地方公務員の退職金・給与カットが話題になっています。公務員の方は社会保障などの面で会社員よりはるかに優遇されています。公務員と会社員の年収が同じでも公務員の方が実質的な収入がアップします。残念ながら、優遇されていることを具体的に実現する方法がほとんど知られていないようです。
一つの例として、「附加給付」の利用方法を説明させていただきます。
その前に、「高額療養費制度」について、簡単に説明させていただくと、健康保険の区分が一般の方は1か月に100万円の医療費が、かかっても自己負担するのは87,430円です。
「附加給付」というのはさらに保障が上乗せされる制度で、上の例のように1か月100万円の医療費でも自己負担は、さらに減ります。附加給付の自己負担の金額は自治体などにより異なりますが、1か月の負担が4万円とか2.5万円などで済みます。
また、公務員の場合、病気やケガで仕事を休んだ場合でも2年間の給与が減額されずに支払われるなど、保障が手厚くなっています。この制度を知らずに、民間の医療保険に加入した場合を計算してみます。実際にアメリカンファミリーのエバー(終身保障、終身払い)で具体的に計算してみます。夫婦共に30歳の場合で計算してみます。入院の日額を1日1万円で試算した場合の月払い保険料と65歳までの支払額、80歳までの支払額を計算してみます。
男性 女性
30歳の保険料 4,030円 4,120円
65歳までの累計 1,692,600円 1,730,400円
80歳までの累計 2,418,000円 2,472,000円
夫婦合計の保険料の累計金額は
65歳まで 3,423,000円
80歳まで 4,890,000円
となります。
1日の入院保険金額が5,000円の場合は上記の金額は全て半額になります。それでも65歳までの保険料だけでも夫婦で1,711,500円となります。
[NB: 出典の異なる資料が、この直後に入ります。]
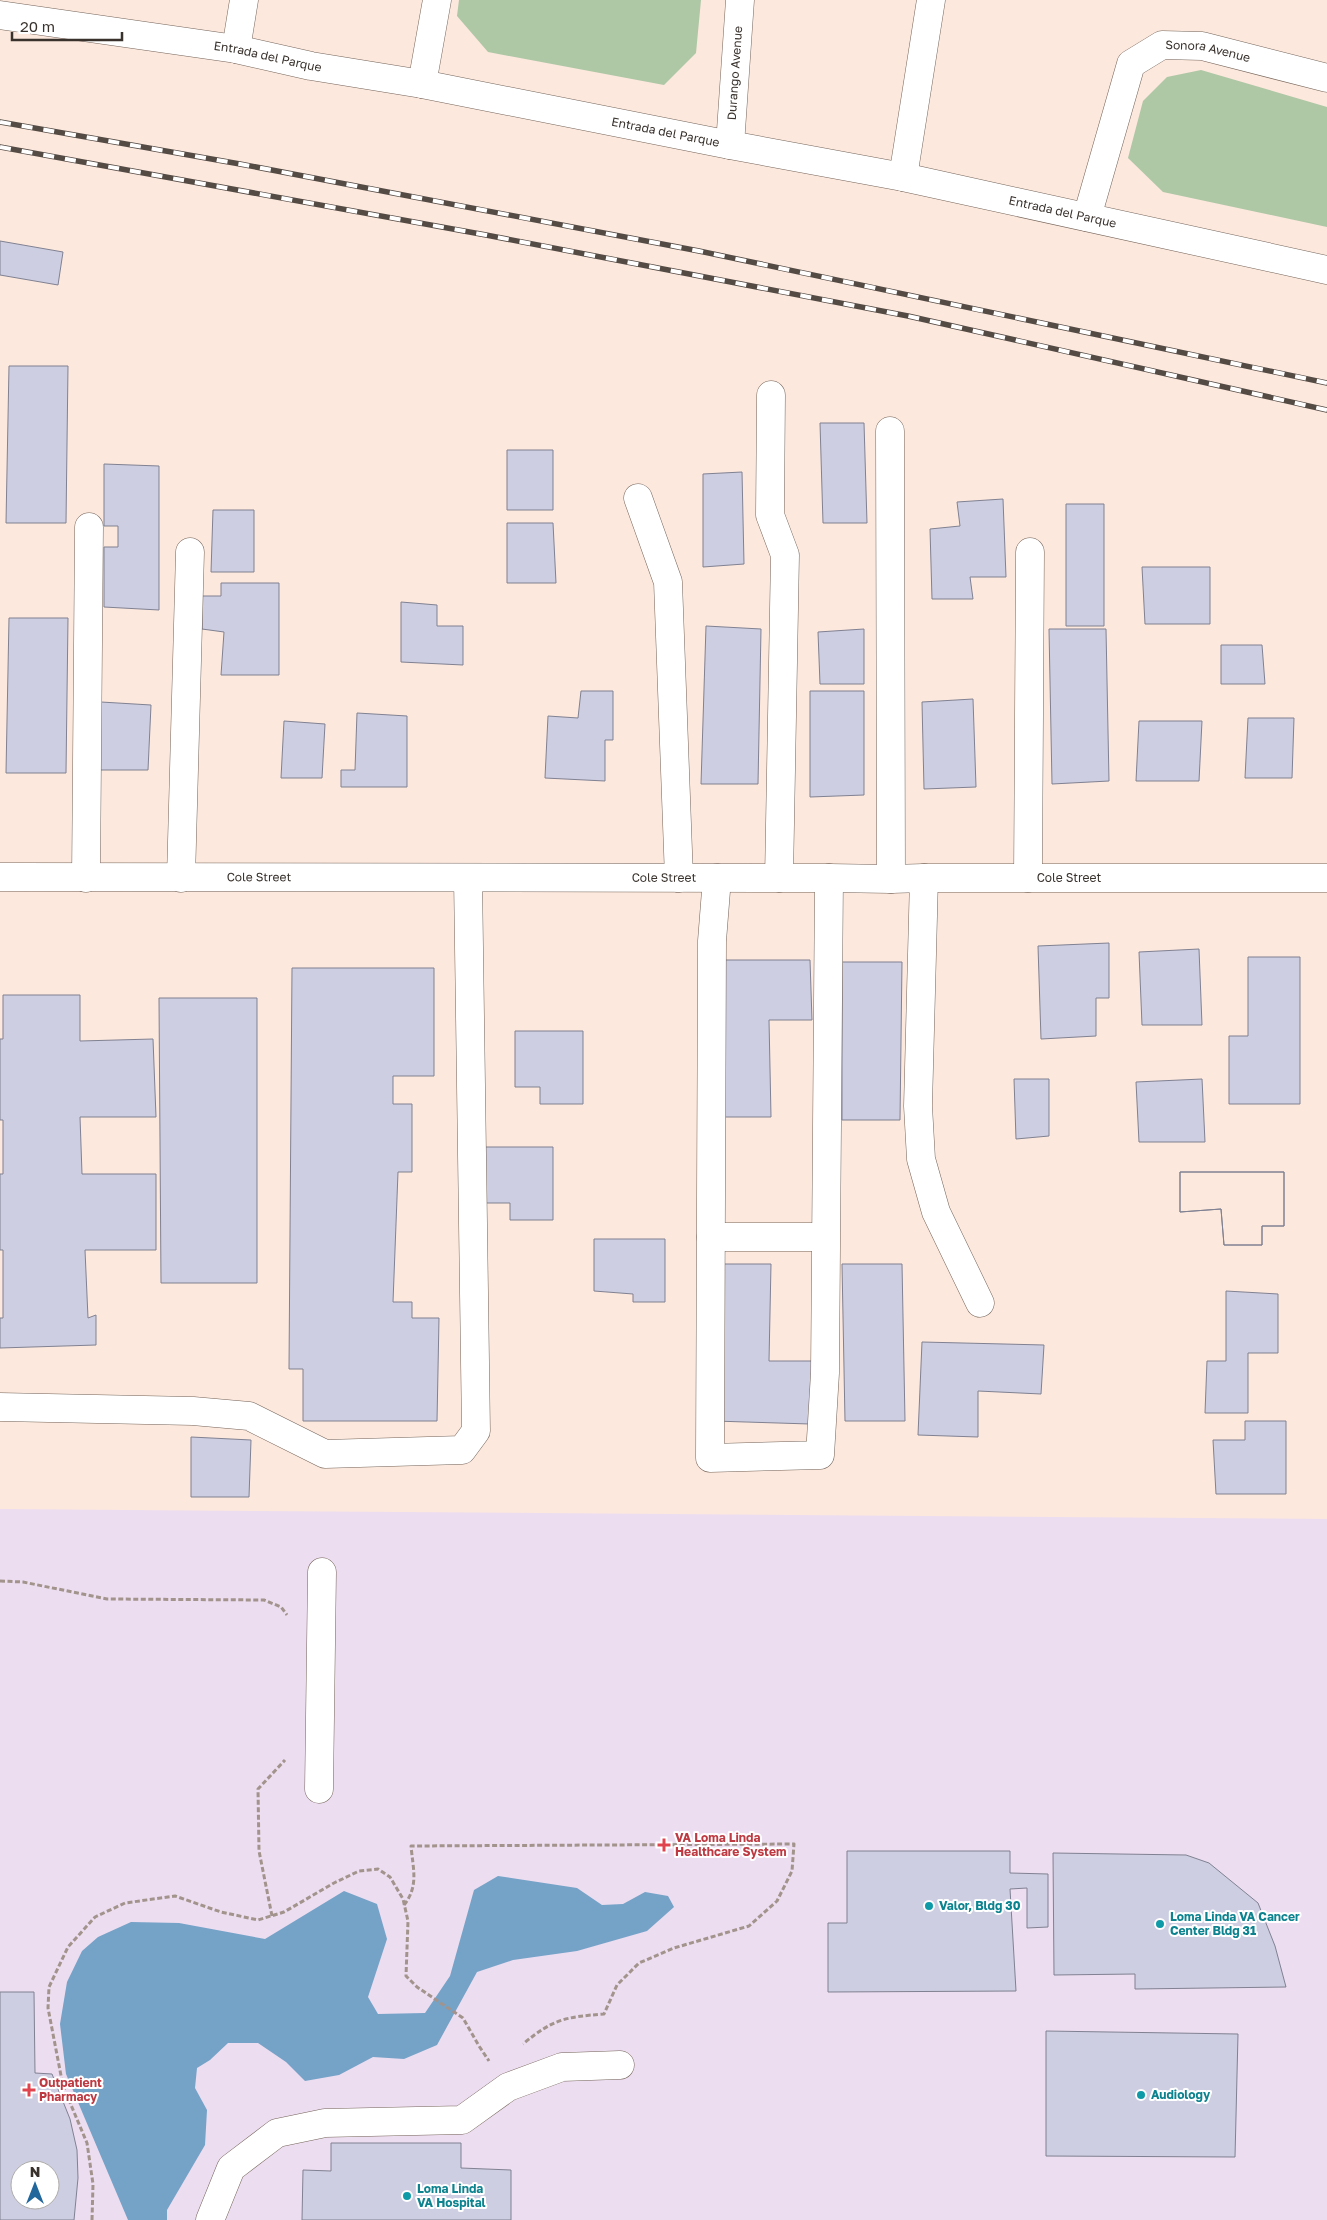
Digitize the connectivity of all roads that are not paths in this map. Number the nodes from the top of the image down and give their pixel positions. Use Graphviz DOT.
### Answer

一方、入院した場合の自己負担の上限が1か月に40,000円の場合、60日間入院し、3か月間に渡った場合、最高12万円の自己負担です。(注:1か月の上限はその月の1日から月末で計算されます。)65歳までに3か月の入院が夫婦で3回あった場合でも、36万円の自己負担です。
民間の医療保険には1回の入院日数が60日とか120日の限度があります。この例では60日ですので、60日入院した場合では受取り金額は60万円+手術保険金となります。80歳までの保険料の総額は、およそ500万円ということを考えると、公務員の方は、医療保険はほとんど不要となります。
もう少し年齢の高い夫婦共に50歳の場合の保険料を、試算してみます。
男性 女性
7,756円 6,264円
80歳までの総支払額は4,939,200円となり、30歳の夫婦の場合と同じく約500万円の支払いになります。さらにご主人が万一亡くなった場合に支払われる、「遺族基礎年金+遺族共済年金」も会社員より手厚くなっています。
単に公務員の給与や退職金を問題にする以前に「お金の専門家のアドバイス」を受けられる状態にしておけば、ムダを省くことは可能です。それを実現するためにはしっかりした「お金のアドバイザー」を置き、アドバイスを受けることです。適切な相談体制であれば、アドバイザーが常駐する必要も無く、経費も抑えられます。経費として一人の常駐でないアドバイザーの経費は、職員全体の給与と比べると微々たる金額で済みます。
病気になったら、お医者様に診てもらうように、お金に関することはお金の専門家に診てもらうべきでしょう。それもできないのであれば、行政のムダを減らすことはできないでしょう。